Storage Engine: Segments and Extents

ZeroFS stores file contents in immutable segment objects written directly to the object store. An LSM tree on the same object store holds only metadata: inodes, directory entries, and one 32-byte pointer per extent. This page documents the on-object format, the write and read paths, and space reclamation.

Overview

File data is split into 32 KiB extents. Each extent is compressed, then encrypted into a self-describing frame. Frames are packed into segments: immutable objects written once to the object store and removed only by garbage collection. The two stores divide the work:

StoreHolds
Segment objects (segments/…)File data: compressed, encrypted frames plus a directory and footer
Metadata LSM tree (on the same object store)Inodes, directory entries, tombstones, stats; one 32-byte FrameLoc per extent; per-segment live-byte counters

Segment object keys are segments/{shard}/{epoch}/{counter}:

  • epoch — the writer epoch, a fencing counter bumped on every writer open. Two writer terms can never collide on an object key.
  • counter — a per-process sequence number, starting at 0 each open.
  • shard — the low byte of the counter, as two hex digits. Consecutive segments round-robin across 256 prefixes, avoiding object-store hot-prefix throttling on a monotonic key tail. Reads resolve exact keys from the FrameLoc, so sharding costs the read path nothing.

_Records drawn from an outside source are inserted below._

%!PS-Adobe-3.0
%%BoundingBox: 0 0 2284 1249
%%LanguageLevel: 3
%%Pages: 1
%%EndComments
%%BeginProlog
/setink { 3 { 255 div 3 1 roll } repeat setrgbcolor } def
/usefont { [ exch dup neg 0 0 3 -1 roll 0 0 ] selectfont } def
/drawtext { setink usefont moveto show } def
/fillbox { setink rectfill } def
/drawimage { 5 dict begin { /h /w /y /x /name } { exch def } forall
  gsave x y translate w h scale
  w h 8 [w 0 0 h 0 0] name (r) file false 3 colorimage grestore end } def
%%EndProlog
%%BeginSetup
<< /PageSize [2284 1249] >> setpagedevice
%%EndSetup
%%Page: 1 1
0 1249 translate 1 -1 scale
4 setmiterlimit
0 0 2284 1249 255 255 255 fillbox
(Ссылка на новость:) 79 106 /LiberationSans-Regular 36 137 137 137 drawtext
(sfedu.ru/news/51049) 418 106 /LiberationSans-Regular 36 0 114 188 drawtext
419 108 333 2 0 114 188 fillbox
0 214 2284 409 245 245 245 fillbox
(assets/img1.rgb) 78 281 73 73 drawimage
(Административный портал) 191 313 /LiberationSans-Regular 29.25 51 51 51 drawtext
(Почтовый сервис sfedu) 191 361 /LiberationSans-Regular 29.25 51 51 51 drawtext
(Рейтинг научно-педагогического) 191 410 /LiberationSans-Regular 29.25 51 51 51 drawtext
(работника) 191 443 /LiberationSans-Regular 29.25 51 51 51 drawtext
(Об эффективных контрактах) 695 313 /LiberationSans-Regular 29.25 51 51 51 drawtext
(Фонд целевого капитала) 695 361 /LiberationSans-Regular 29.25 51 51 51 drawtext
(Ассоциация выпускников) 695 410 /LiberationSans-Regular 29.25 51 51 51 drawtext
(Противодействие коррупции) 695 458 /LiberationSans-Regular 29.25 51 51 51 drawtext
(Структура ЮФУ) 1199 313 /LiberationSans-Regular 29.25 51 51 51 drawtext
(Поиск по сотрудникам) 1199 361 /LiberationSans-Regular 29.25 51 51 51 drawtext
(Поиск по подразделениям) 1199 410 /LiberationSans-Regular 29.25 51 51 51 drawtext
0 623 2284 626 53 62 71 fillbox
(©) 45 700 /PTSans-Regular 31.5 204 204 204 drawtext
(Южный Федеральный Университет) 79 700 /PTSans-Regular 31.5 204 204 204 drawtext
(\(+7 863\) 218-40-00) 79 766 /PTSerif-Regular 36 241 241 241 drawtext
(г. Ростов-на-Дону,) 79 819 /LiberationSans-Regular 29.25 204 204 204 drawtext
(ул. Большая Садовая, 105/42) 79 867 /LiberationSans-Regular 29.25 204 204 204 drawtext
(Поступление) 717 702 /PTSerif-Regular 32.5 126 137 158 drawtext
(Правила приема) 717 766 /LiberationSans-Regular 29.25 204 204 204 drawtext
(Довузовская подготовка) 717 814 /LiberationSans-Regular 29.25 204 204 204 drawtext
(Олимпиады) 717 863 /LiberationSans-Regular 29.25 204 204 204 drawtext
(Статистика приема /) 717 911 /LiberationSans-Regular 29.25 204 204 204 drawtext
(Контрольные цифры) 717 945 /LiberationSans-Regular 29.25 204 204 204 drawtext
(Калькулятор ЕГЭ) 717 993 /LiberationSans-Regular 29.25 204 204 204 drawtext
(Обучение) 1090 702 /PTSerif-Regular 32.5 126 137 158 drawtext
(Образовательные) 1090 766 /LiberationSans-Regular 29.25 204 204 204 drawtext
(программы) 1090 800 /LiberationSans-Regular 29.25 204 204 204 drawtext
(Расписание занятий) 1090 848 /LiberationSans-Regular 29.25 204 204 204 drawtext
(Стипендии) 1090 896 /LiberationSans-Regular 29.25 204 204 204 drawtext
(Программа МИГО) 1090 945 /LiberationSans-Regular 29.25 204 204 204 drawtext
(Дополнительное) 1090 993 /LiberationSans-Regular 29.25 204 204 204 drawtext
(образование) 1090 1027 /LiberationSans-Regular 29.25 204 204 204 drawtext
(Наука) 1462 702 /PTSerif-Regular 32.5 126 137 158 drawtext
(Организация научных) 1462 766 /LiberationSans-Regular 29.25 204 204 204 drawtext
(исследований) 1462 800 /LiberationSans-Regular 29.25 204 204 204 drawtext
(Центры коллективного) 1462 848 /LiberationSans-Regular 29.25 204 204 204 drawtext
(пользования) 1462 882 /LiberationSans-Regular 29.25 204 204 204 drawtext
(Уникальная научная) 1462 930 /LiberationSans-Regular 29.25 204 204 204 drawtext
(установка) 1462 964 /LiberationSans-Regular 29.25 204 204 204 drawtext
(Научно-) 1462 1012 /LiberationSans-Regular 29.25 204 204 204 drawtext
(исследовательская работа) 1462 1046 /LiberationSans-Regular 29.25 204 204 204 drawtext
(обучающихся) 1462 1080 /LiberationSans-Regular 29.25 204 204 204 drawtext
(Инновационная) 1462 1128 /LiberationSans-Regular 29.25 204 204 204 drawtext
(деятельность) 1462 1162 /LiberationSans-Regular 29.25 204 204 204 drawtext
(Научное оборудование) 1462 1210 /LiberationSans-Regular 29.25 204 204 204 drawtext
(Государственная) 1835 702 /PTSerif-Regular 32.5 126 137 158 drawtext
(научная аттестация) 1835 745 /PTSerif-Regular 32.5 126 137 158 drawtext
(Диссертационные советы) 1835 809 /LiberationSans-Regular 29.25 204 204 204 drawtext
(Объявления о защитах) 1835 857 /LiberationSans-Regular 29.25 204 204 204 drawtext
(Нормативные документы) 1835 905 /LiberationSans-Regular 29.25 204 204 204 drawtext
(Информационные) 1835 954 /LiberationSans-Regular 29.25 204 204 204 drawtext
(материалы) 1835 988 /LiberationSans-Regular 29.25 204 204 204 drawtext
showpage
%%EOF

A write touches only RAM and the metadata transaction. Object-store requests happen at segment seal and metadata flush, not per write.

On-Object Format

A segment has three parts, written in order:

[frame_0][frame_1]...[frame_k-1]   packed, no padding
[directory]                        AEAD-sealed reverse map (GC and recovery only)
[footer]                           64 bytes, plaintext, written last

Each frame on the wire is [len: u32 LE][sealed_frame]. The sealed frame is [nonce: 24 bytes][ciphertext + tag: 16 bytes]: the extent is compressed (per the compression setting), then encrypted with XChaCha20-Poly1305. The key is derived from the master key via HKDF-SHA256 with the label zerofs-v1-segment, domain-separated from the metadata SST-block key. The AEAD associated data binds each frame to its segment ID, frame index, inode, and extent index — a frame cannot be moved to another segment, slot, or logical block without failing authentication.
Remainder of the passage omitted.